**Task directions**
Report every line of the data that includes "pins".

(Saved entries)
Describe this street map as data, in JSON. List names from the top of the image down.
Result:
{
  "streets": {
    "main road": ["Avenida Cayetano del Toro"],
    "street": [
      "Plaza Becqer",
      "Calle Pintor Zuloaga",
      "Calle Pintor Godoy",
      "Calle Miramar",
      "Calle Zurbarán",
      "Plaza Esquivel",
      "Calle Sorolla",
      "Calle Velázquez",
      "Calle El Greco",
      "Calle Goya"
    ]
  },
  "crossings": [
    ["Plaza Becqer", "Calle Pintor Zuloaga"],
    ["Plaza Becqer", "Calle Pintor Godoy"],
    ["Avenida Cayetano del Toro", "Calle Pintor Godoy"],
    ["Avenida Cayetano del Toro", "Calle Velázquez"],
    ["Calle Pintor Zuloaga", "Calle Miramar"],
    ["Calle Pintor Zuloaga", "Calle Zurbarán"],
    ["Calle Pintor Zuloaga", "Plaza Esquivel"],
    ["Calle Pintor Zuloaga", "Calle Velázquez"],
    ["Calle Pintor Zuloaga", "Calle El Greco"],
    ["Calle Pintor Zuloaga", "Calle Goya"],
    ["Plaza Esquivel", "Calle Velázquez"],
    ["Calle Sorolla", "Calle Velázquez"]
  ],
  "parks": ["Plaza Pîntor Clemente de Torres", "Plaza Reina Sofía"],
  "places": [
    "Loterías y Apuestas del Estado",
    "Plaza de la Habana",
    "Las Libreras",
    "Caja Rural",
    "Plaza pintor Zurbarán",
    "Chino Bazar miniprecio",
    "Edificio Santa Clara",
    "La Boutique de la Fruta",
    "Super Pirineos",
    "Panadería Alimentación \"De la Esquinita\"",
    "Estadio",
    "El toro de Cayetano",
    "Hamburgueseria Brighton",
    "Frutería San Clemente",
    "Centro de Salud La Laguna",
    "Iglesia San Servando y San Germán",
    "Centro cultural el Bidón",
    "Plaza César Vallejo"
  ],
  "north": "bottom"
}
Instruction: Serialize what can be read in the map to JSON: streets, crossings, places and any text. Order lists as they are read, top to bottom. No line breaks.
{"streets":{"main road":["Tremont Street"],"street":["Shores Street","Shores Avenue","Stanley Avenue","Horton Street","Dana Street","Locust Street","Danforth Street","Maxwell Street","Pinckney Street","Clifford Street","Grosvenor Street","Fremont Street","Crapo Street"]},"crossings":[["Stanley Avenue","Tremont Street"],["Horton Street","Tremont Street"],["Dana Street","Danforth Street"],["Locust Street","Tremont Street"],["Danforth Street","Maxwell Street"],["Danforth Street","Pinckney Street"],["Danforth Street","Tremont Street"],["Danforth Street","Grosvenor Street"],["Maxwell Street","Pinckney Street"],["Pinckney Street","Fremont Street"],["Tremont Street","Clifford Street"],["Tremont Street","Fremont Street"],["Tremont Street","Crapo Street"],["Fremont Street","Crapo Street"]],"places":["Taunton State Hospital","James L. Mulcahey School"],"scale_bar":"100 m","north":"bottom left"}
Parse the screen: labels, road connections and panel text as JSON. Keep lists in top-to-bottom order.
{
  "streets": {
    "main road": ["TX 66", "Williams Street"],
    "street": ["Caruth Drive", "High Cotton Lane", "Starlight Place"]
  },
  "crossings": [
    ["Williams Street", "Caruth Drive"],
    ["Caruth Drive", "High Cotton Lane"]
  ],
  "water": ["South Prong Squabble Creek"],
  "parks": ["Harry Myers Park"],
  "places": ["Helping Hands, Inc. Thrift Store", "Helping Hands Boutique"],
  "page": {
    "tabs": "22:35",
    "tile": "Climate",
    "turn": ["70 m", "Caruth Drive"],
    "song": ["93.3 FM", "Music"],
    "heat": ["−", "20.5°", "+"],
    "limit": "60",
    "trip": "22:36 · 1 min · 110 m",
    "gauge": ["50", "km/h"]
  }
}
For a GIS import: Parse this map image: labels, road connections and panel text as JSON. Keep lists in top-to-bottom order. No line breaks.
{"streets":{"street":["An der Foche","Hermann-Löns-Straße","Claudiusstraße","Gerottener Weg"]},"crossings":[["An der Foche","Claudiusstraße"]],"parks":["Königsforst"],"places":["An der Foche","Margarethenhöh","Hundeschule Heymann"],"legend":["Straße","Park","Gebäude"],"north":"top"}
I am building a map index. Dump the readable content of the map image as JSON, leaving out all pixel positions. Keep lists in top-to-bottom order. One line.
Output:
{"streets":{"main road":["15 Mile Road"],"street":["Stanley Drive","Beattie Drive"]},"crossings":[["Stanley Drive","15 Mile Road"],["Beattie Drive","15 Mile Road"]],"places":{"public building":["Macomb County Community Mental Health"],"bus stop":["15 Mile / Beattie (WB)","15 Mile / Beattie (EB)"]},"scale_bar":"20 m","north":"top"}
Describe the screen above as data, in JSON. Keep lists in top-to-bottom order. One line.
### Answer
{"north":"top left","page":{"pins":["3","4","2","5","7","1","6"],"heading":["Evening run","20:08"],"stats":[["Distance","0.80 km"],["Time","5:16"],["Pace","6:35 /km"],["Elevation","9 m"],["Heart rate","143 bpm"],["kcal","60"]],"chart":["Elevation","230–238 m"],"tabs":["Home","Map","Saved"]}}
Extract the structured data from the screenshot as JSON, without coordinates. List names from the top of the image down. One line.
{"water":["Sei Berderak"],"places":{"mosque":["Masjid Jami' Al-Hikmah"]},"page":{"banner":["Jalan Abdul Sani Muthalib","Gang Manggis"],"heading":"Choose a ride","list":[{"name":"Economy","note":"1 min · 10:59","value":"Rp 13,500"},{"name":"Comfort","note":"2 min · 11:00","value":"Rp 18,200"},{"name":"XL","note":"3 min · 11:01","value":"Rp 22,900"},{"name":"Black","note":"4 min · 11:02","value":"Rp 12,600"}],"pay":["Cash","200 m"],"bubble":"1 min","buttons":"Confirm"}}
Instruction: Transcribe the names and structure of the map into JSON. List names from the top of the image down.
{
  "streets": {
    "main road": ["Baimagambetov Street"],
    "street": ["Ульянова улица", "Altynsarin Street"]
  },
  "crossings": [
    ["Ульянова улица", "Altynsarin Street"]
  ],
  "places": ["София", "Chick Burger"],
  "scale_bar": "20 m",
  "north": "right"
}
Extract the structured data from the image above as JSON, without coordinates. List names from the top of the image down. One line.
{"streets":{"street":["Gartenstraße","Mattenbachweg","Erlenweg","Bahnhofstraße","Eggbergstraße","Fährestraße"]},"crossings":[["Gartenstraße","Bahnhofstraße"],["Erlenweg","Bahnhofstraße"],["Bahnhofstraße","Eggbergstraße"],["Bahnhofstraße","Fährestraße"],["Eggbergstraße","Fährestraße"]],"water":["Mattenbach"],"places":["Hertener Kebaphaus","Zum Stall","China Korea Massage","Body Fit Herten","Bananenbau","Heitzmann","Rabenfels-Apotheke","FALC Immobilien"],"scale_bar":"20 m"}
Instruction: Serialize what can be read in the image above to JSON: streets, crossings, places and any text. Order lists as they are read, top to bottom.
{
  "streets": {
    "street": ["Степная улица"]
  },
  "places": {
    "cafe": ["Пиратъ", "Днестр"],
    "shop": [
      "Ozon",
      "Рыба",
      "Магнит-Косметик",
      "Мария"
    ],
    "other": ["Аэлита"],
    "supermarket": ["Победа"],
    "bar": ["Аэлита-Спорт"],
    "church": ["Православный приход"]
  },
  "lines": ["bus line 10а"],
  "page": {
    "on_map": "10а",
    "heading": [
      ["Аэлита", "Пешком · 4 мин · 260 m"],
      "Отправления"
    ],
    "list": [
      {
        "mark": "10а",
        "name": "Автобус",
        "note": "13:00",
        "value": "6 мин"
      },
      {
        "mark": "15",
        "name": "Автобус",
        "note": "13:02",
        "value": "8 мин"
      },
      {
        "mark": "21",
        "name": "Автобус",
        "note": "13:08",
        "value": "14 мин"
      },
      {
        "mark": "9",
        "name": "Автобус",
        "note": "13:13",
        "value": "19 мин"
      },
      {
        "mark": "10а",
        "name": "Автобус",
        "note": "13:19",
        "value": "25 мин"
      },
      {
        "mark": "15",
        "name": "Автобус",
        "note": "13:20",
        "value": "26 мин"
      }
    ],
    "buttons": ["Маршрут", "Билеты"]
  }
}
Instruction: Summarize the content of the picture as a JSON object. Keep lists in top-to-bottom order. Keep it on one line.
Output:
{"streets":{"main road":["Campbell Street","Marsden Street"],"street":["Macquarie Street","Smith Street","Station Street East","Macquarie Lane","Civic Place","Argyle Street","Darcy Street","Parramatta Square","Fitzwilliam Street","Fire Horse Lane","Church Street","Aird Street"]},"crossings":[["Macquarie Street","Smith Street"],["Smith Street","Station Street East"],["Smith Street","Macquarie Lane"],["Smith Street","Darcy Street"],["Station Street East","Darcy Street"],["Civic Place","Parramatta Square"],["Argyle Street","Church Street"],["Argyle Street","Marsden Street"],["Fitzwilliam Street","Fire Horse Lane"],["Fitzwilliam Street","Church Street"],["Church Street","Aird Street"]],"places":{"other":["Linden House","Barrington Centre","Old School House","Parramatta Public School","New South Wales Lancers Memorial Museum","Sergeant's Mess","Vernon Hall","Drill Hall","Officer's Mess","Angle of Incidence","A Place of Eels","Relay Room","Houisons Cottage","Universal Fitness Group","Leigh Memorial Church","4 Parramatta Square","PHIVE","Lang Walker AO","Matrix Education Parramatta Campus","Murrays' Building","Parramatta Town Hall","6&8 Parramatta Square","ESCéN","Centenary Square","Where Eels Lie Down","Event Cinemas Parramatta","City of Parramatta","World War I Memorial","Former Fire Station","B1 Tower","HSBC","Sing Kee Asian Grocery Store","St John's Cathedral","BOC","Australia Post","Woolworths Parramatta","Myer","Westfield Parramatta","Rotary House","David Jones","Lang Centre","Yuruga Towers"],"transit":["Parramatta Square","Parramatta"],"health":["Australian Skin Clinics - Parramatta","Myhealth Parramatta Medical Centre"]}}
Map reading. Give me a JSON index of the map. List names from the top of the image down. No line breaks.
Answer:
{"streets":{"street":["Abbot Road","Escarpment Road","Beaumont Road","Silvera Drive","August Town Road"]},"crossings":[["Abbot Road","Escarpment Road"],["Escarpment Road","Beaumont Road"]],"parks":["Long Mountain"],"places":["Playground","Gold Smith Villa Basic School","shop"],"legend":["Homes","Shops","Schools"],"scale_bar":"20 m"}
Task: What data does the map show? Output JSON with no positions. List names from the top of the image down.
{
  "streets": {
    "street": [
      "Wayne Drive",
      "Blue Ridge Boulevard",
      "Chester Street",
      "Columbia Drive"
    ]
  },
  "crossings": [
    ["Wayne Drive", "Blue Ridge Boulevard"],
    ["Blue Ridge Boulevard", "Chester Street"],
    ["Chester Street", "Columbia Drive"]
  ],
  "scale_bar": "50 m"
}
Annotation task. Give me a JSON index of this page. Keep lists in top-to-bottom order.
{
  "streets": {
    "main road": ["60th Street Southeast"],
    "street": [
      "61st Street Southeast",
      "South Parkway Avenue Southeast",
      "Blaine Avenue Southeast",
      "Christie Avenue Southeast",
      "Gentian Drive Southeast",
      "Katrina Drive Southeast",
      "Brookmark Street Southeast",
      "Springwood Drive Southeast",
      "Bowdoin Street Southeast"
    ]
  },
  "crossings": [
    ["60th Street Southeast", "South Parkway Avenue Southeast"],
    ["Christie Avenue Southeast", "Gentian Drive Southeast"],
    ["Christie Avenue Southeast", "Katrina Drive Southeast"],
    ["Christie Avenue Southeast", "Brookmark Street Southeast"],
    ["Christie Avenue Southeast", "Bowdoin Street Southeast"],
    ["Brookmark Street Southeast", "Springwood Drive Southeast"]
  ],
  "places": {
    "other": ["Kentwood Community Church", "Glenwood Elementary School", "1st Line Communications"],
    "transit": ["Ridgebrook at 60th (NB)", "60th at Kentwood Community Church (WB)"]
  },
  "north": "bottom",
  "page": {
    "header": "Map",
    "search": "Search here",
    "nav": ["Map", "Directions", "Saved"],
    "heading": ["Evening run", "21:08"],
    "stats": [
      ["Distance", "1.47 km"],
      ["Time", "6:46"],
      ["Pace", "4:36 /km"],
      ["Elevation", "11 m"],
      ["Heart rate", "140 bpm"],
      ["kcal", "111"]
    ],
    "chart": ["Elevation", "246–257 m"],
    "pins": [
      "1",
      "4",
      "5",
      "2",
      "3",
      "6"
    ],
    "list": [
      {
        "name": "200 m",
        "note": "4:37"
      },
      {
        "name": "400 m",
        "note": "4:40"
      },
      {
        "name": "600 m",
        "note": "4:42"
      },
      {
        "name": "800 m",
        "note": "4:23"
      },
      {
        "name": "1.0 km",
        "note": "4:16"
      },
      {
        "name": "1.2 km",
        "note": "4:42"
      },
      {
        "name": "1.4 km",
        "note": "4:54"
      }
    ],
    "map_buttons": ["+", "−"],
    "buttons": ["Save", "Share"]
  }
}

**Task response**
{"north":"top left","page":{"pins":["3","4","2","5","7","1","6"],"heading":["Evening run","20:08"],"stats":[["Distance","0.80 km"],["Time","5:16"],["Pace","6:35 /km"],["Elevation","9 m"],["Heart rate","143 bpm"],["kcal","60"]],"chart":["Elevation","230–238 m"],"tabs":["Home","Map","Saved"]}}
    "pins": [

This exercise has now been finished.